COMBINE

Customization of classification ensembles based on data characteristics

This project, a key initiative within the Software Campus program, receives its funding from the German Federal Ministry of Education and Research (BMBF). It is a collaborative effort that brings together the industry expertise of Software AG with the academic excellence of the University of Stuttgart, aiming to foster innovation and leadership in the field of technology.

For companies today, analyzing data is the basis for making reliable decisions in their business processes. Classification models, a method of machine learning (ML), are often used for this purpose. These models make predictions about future events based on existing data. However, the more complex this data is, the more difficult it becomes for the models to make accurate predictions. An example of this is small amounts of data, where classification models often achieve a low prediction accuracy, so that the models make many incorrect predictions. This is exacerbated by other data characteristics, such as the occurrence of outliers or noise in the data.

In order to continue achieving high prediction accuracy, several different classification models can be combined, which, for example, are trained on different subsets of the data. This combination of multiple classification models is referred to as a classification ensemble. In this case, the combination of models is performed using a decision fusion method, which merges the predictions of the individual models into a single prediction. In order for an ensemble to achieve the highest possible prediction accuracy, several requirements must be met: 1) The prediction accuracy of the individual models must already be as high as possible, 2) the models must be diverse from one another, that is, the models complement each other by making accurate predictions on different data, and 3) the fusion method for combining the different model predictions must be optimized for this set of models, so that, as far as possible, only the correct predictions of the individual models are adopted as the common, merged prediction.

However, for a specific dataset, it is unclear which classification models and which fusion method will meet these requirements. Existing solutions, such as Random Forest, create ensembles by randomly generating the diversity and accuracy of models. However, these approaches do not consider the characteristics of the data, and therefore the achieved prediction accuracy is also random. An equally impractical alternative, because it is time-consuming, is the manual creation of an ensemble optimized for the data by an expert. This requires, among other things, testing various classification and decision fusion algorithms as well as their hyperparameters to select models for an ensemble.

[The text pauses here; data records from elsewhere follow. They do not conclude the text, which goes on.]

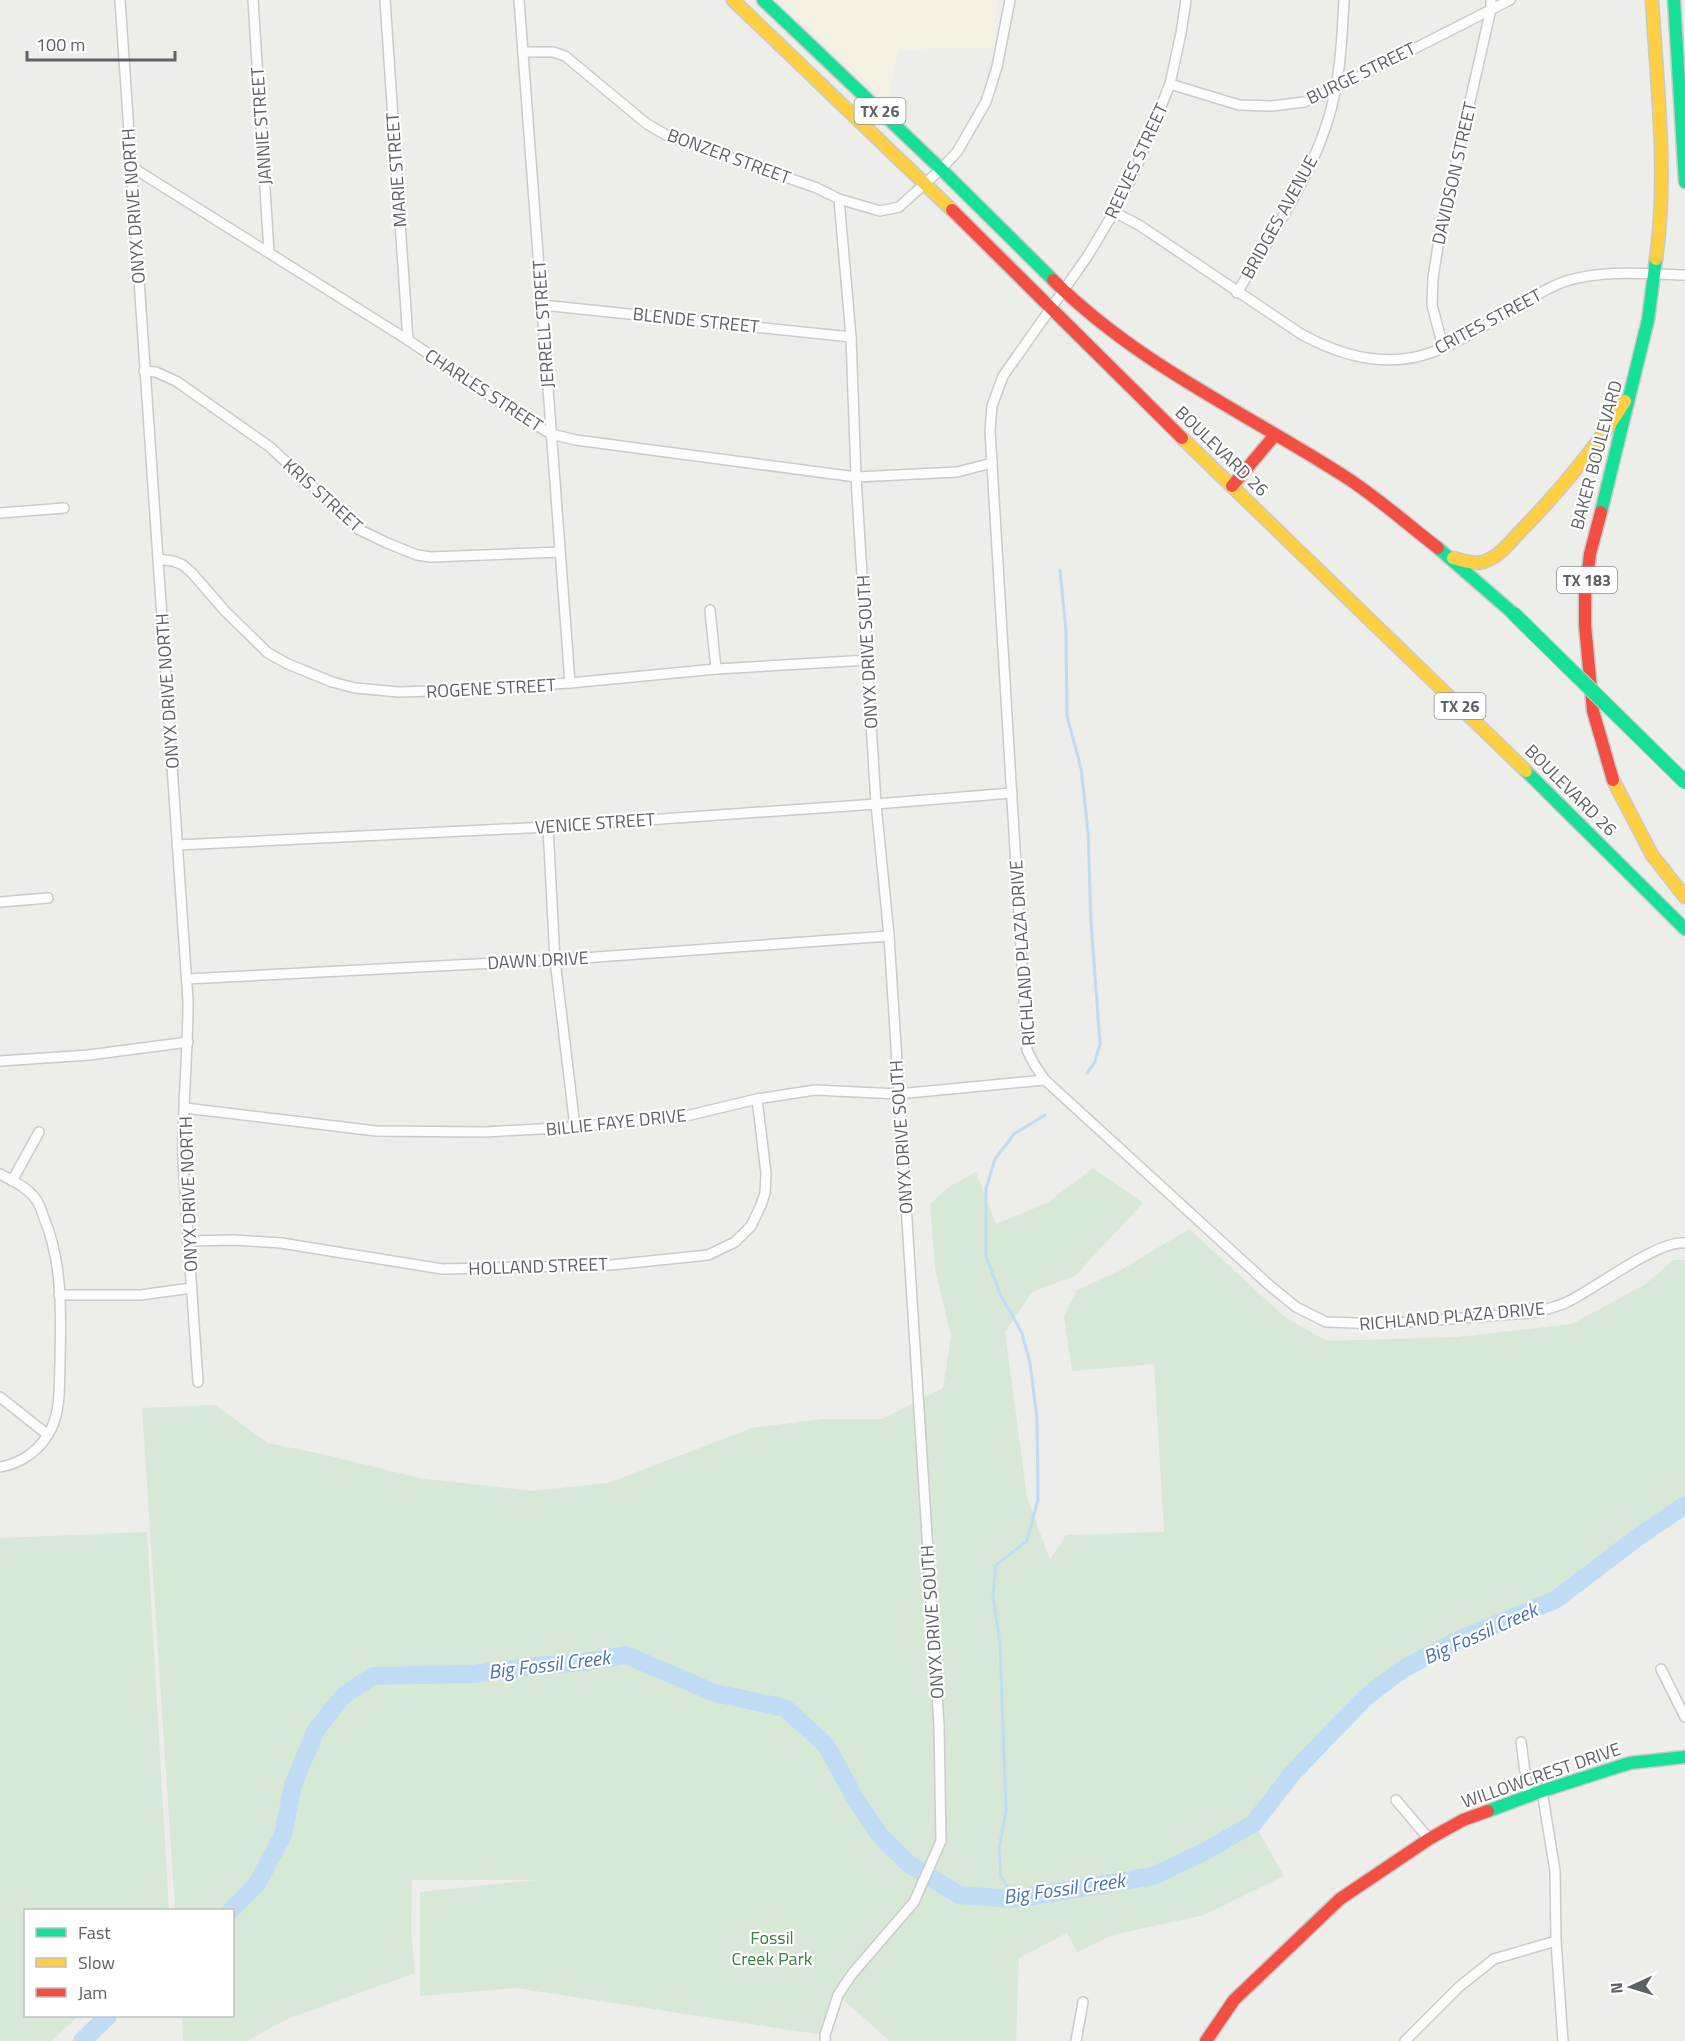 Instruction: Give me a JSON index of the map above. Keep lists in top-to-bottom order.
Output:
{
  "streets": {
    "main road": [
      "TX 26",
      "BOULEVARD 26",
      "BAKER BOULEVARD",
      "TX 183",
      "WILLOWCREST DRIVE"
    ],
    "street": [
      "BURGE STREET",
      "JANNIE STREET",
      "BONZER STREET",
      "REEVES STREET",
      "MARIE STREET",
      "DAVIDSON STREET",
      "ONYX DRIVE NORTH",
      "BRIDGES AVENUE",
      "BLENDE STREET",
      "CRITES STREET",
      "JERRELL STREET",
      "CHARLES STREET",
      "KRIS STREET",
      "ONYX DRIVE SOUTH",
      "ROGENE STREET",
      "VENICE STREET",
      "RICHLAND PLAZA DRIVE",
      "DAWN DRIVE",
      "BILLIE FAYE DRIVE",
      "HOLLAND STREET"
    ]
  },
  "crossings": [
    ["BURGE STREET", "REEVES STREET"],
    ["BURGE STREET", "DAVIDSON STREET"],
    ["BURGE STREET", "BRIDGES AVENUE"],
    ["JANNIE STREET", "CHARLES STREET"],
    ["BONZER STREET", "JERRELL STREET"],
    ["BONZER STREET", "BOULEVARD 26"],
    ["BONZER STREET", "ONYX DRIVE SOUTH"],
    ["REEVES STREET", "CRITES STREET"],
    ["REEVES STREET", "BOULEVARD 26"],
    ["REEVES STREET", "RICHLAND PLAZA DRIVE"],
    ["MARIE STREET", "CHARLES STREET"],
    ["DAVIDSON STREET", "CRITES STREET"],
    ["ONYX DRIVE NORTH", "CHARLES STREET"],
    ["ONYX DRIVE NORTH", "KRIS STREET"],
    ["ONYX DRIVE NORTH", "ROGENE STREET"],
    ["ONYX DRIVE NORTH", "VENICE STREET"],
    ["ONYX DRIVE NORTH", "DAWN DRIVE"],
    ["ONYX DRIVE NORTH", "BILLIE FAYE DRIVE"],
    ["ONYX DRIVE NORTH", "HOLLAND STREET"],
    ["BRIDGES AVENUE", "CRITES STREET"],
    ["BLENDE STREET", "JERRELL STREET"],
    ["BLENDE STREET", "ONYX DRIVE SOUTH"],
    ["CRITES STREET", "BAKER BOULEVARD"],
    ["JERRELL STREET", "CHARLES STREET"],
    ["JERRELL STREET", "KRIS STREET"],
    ["JERRELL STREET", "ROGENE STREET"],
    ["CHARLES STREET", "ONYX DRIVE SOUTH"],
    ["CHARLES STREET", "RICHLAND PLAZA DRIVE"],
    ["BOULEVARD 26", "RICHLAND PLAZA DRIVE"],
    ["ONYX DRIVE SOUTH", "ROGENE STREET"],
    ["ONYX DRIVE SOUTH", "VENICE STREET"],
    ["ONYX DRIVE SOUTH", "DAWN DRIVE"],
    ["ONYX DRIVE SOUTH", "BILLIE FAYE DRIVE"],
    ["VENICE STREET", "RICHLAND PLAZA DRIVE"],
    ["RICHLAND PLAZA DRIVE", "BILLIE FAYE DRIVE"],
    ["BILLIE FAYE DRIVE", "HOLLAND STREET"]
  ],
  "water": ["Big Fossil Creek"],
  "parks": ["Fossil Creek Park"],
  "legend": ["Fast", "Slow", "Jam"],
  "scale_bar": "100 m",
  "north": "left"
}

Complex data characteristics frequently occur in practice, especially in industrial applications and healthcare, leading to challenges in training ML models. To address this problem, ensembles are often used instead of classical ML models. However, there is currently no approach for the targeted creation of optimized ensembles based on data characteristics. This project aims to investigate which data characteristics influence the creation of a classification ensemble and thus its prediction accuracy and diversity. Subsequently, an approach will be developed that makes it possible to create optimized classification ensembles based on data characteristics.